> **Data under study**:
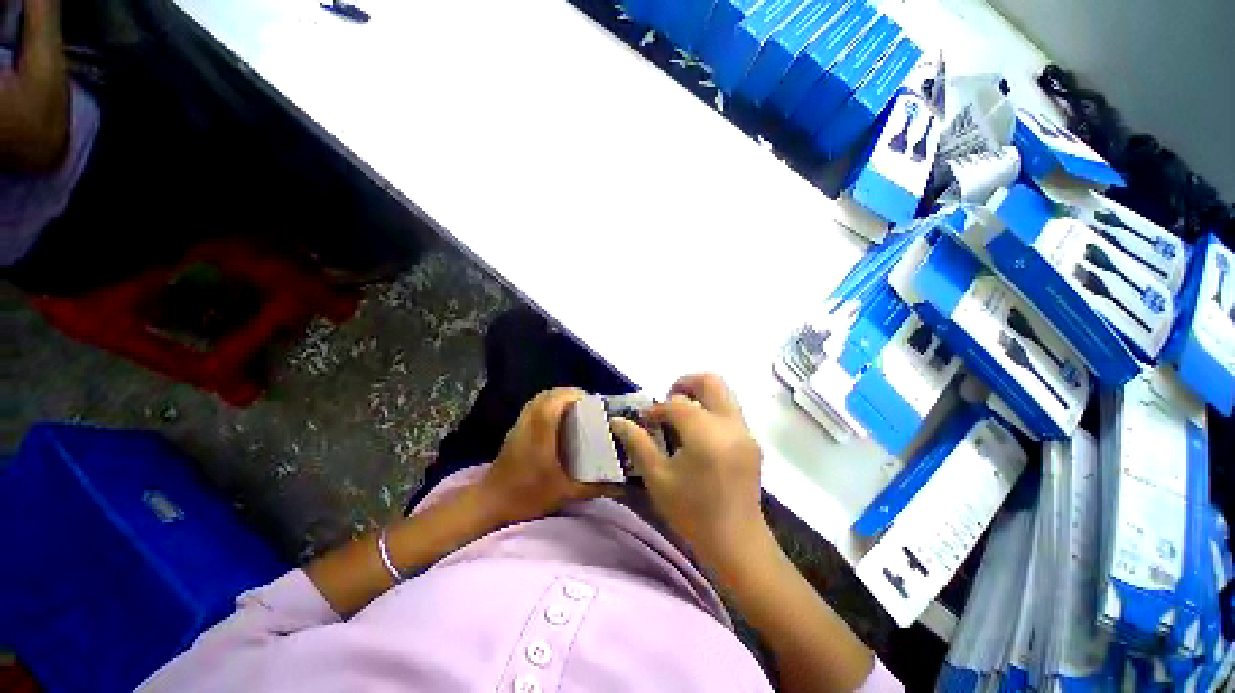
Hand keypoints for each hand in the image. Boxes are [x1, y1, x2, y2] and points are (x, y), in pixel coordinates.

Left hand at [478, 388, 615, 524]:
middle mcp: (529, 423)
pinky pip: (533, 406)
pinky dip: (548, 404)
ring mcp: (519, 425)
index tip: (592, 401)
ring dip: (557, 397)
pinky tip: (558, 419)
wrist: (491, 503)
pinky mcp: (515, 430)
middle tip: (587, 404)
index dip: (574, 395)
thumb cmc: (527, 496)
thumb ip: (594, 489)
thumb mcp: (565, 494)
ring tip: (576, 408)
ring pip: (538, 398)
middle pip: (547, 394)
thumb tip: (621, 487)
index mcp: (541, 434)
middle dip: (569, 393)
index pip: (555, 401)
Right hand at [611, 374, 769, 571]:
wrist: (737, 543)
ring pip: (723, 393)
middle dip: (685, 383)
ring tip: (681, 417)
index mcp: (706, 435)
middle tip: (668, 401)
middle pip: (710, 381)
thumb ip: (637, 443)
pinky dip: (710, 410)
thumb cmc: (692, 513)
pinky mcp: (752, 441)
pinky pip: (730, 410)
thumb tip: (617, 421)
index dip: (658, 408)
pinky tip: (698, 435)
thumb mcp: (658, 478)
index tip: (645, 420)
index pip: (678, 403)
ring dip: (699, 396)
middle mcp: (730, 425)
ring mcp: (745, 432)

---

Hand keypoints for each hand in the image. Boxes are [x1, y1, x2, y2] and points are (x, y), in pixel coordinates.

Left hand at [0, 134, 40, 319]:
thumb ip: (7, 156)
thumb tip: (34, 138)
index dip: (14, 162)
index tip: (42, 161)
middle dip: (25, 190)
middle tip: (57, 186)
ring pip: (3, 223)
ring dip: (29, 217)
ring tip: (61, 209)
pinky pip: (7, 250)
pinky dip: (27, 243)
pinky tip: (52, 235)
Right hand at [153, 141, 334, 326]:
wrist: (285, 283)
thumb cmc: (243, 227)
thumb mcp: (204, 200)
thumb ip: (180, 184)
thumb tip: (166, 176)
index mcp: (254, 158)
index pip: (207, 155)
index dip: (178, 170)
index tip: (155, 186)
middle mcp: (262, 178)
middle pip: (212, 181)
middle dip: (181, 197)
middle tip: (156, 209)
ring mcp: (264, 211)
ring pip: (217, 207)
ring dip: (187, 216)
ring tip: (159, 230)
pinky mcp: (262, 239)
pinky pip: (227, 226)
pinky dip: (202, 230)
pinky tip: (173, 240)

> **Work order**: In the listing above, locate the line containing "ring dip: (187, 216)" and the line containing "pinky tip: (173, 240)", then transcribe both and every line between them verbatim.

> **Response to the task**:
ring dip: (187, 216)
ring tip: (159, 230)
pinky mcp: (262, 239)
pinky pip: (227, 226)
pinky dip: (202, 230)
pinky tip: (173, 240)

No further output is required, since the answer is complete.